昭和40年代男の「見栄」と「憧れ」と「男女の欲望」が交錯した懐かしのデートカー7選
数あるデートカーのなかでもこの年代のプレリュードは人気があった。もう30年以上も前のことだ

 そんなわけで、お金があろうとなかろうと、可能な限り(時には限界を超えてでも)背伸びするしか並み居るライバルに対して不利だった。

 カッコ良くて、速そうで、高そうなクルマ・・・。なかでも人気だったのは「高級車」「2ドアクーペ」そして「オープンカー」だ。当然、男子もそのカテゴリーのクルマをゲットしようと躍起になっていた。現代よりもあきらかに高金利なオトコの60回ローンを組んででも、だ。

■グレードも排気量も最上級であることが正義?

昭和40年代男の「見栄」と「憧れ」と「男女の欲望」が交錯した懐かしのデートカー7選
2代目ソアラを所有できるだけでもすごいはずなのに、そこからさらにヒエラルキーが存在する。酷な話だ

 車種選びが大事なことはいうまでもないが、グレードが何であるか(どのくらいのポジションに位置するのか)も同じくらい重要視された。

 メルセデスベンツSクラス(W/V126型)も560SELに需要が集中したし、初代セルシオにしても「一番上の全部付き」であるC仕様Fパッケージが最強だったのだ。グレードおよび排気量も最上級であることが正義だったのだ。

 そうなると、例えば「2.0GTツインターボ」より「3.0GTリミテッド」の方が格上という扱いになる。メーカーもそのあたりのユーザー心理を心得ていたのか、グレードが一目で分かるエンブレムを用意して、視覚的にもその違いを容易にしていた。

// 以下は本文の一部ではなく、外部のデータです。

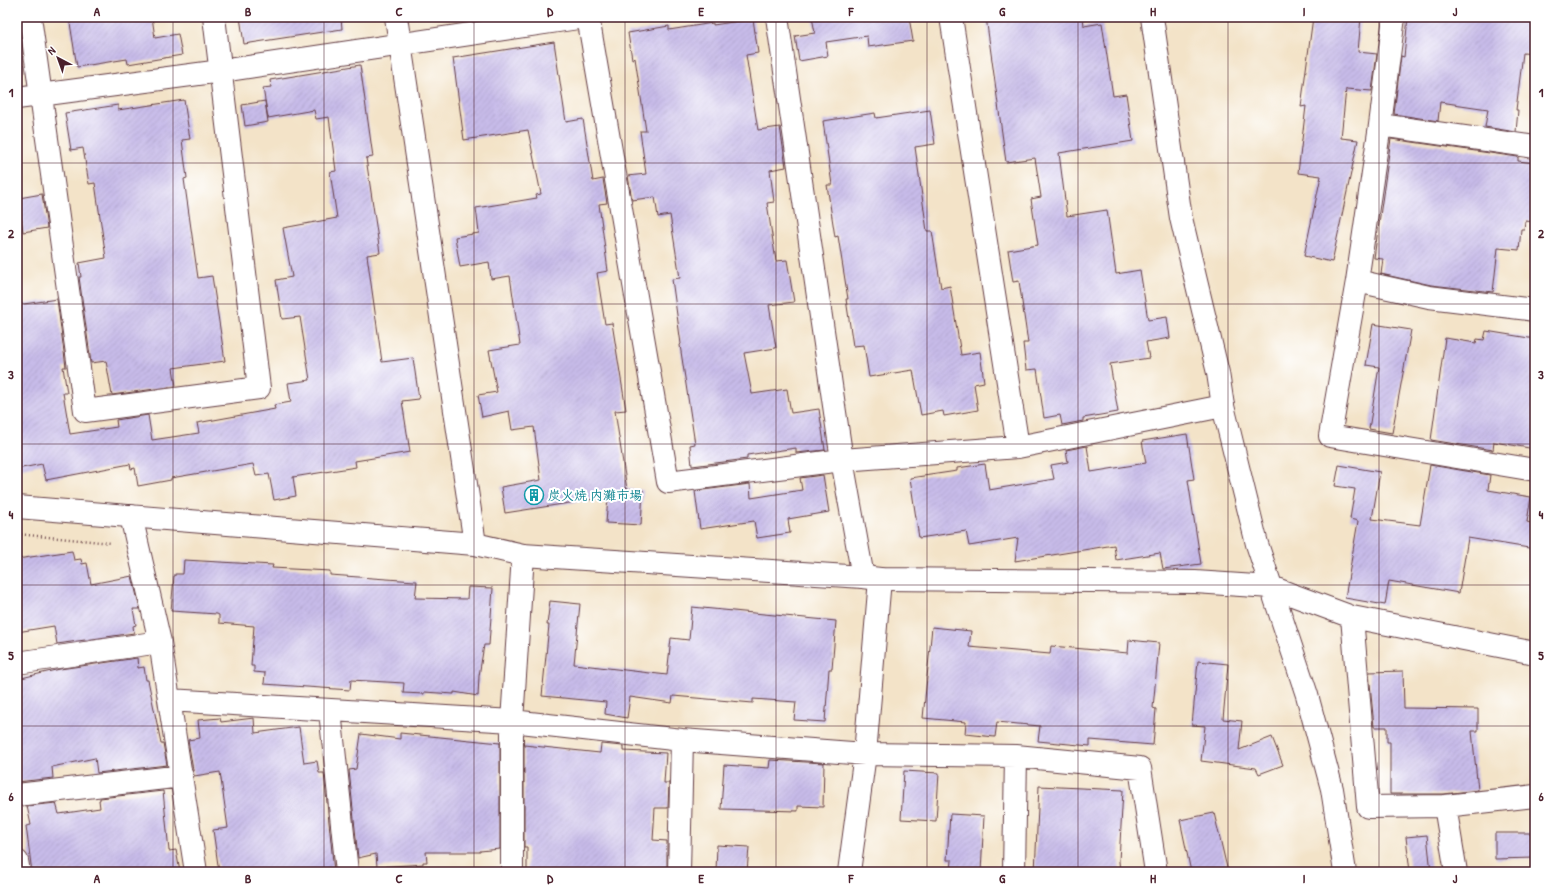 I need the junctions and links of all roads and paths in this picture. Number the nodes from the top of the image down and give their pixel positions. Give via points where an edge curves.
1 (30, 17) edge
2 (214, 17) edge
3 (396, 17) edge
4 (585, 17) edge
5 (588, 17) edge
6 (777, 17) edge
7 (951, 17) edge
8 (1152, 17) edge
9 (1394, 17) edge
10 (401, 44) junction
11 (221, 71) junction
12 (41, 95) junction
13 (17, 98) edge
14 (1380, 125) junction
15 (1535, 147) edge
16 (1357, 281) junction
17 (1535, 310) edge
18 (1223, 406) junction
19 (1018, 447) junction
20 (842, 460) junction
21 (1535, 470) edge
22 (17, 507) edge
23 (131, 516) junction
24 (17, 534) edge
25 (112, 543) dead end
26 (475, 544) junction
27 (523, 555) junction
28 (872, 578) junction
29 (1271, 587) junction
30 (1352, 617) junction
31 (160, 642) junction
32 (1535, 653) edge
33 (17, 664) edge
34 (169, 700) junction
35 (330, 711) junction
36 (512, 721) junction
37 (682, 740) junction
38 (865, 754) junction
39 (1016, 756) junction
40 (182, 776) junction
41 (17, 795) edge
42 (1535, 796) edge
43 (1445, 806) junction
44 (17, 861) edge
45 (19, 872) edge
46 (196, 872) edge
47 (347, 872) edge
48 (512, 872) edge
49 (679, 872) edge
50 (849, 872) edge
51 (1014, 872) edge
52 (1156, 872) edge
53 (1345, 872) edge
54 (1456, 872) edge

1 - 12 street
2 - 11 street
3 - 10 street
4 - 10 street
5 - 20 street via 668,482
6 - 20 street
7 - 19 street
8 - 18 street via 1181,218 1218,373
9 - 14 street
10 - 11 street
10 - 26 street
11 - 12 street
11 - 12 street via 259,388 85,411
12 - 13 street
14 - 15 street
14 - 16 street
16 - 17 street via 1429,297
16 - 21 street via 1330,436
18 - 19 street
18 - 29 street via 1257,544
19 - 20 street
20 - 28 street
22 - 23 street
23 - 26 street
23 - 31 street
24 - 25 path
26 - 27 street
27 - 28 street
27 - 36 street
28 - 29 street via 1195,582
28 - 38 street
29 - 30 street
29 - 53 street via 1307,695 1332,789
30 - 32 street
30 - 43 street via 1368,807
31 - 33 street
31 - 34 street
34 - 35 street
34 - 40 street
35 - 36 street
35 - 47 street
36 - 37 street
36 - 48 street
37 - 38 street
37 - 49 street
38 - 39 street
38 - 50 street
39 - 51 street
39 - 52 street via 1140,768
40 - 41 street
40 - 46 street
42 - 43 street
43 - 54 street
44 - 45 street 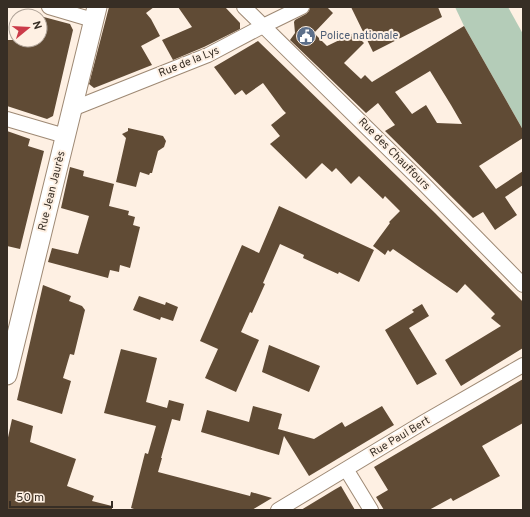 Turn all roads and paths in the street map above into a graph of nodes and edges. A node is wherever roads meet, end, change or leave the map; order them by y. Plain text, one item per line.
1 (48, 7) edge
2 (244, 7) edge
3 (302, 7) edge
4 (95, 14) edge
5 (263, 26) junction
6 (72, 109) junction
7 (7, 119) edge
8 (65, 136) junction
9 (523, 284) edge
10 (523, 365) edge
11 (7, 375) edge
12 (346, 469) junction
13 (278, 510) edge
14 (371, 510) edge

1 - 4 street
2 - 5 street, Rue des Chauffours
3 - 5 street, Rue de la Lys
4 - 6 main road, Rue Jean Jaurès
5 - 6 street, Rue de la Lys
5 - 9 street, Rue des Chauffours
6 - 8 main road, Rue Jean Jaurès
7 - 8 street
8 - 11 main road, Rue Jean Jaurès
10 - 12 street, Rue Paul Bert
12 - 13 street, Rue Paul Bert
12 - 14 street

昭和40年代男の「見栄」と「憧れ」と「男女の欲望」が交錯した懐かしのデートカー7選
この年代のメルセデスベンツSクラスといえば最上位グレードである「560SEL」が売れに売れた時代だった

 「Limited」や「VIP」など、トップグレードのみに与えられたエンブレムは、興味がない人からすればバッチのひとつに過ぎない。しかし、一部のユーザーにとって、まさに富と力を誇示するうえで必須装備だったのかもしれない。

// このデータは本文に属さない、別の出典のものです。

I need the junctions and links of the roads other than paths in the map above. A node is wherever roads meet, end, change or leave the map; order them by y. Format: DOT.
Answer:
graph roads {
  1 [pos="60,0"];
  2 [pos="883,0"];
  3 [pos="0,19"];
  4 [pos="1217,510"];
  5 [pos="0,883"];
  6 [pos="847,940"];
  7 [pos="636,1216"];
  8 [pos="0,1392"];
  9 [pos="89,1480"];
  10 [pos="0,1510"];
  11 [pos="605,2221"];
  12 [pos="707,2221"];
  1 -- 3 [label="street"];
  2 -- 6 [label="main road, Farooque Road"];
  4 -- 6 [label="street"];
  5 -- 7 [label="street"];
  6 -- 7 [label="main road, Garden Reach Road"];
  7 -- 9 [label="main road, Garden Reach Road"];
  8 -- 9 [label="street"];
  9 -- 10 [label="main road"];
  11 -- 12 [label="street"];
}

昭和40年代男の「見栄」と「憧れ」と「男女の欲望」が交錯した懐かしのデートカー7選
サンルーフやマルチビジョンAVシステム、デジタルメーター、さらに自動車電話などのハイクラスな装備に憧れたアラフィフ世代も多いだろう

 サンルーフとマルチビジョンAVシステム、デジタルメーター、さらに自動車電話や当時としては先進(&高級)アイテムだったカーナビが装備されていれば、もはやフルアーマーガンダム状態の無敵マシンとして、同乗する女子にも喜ばれたものだ。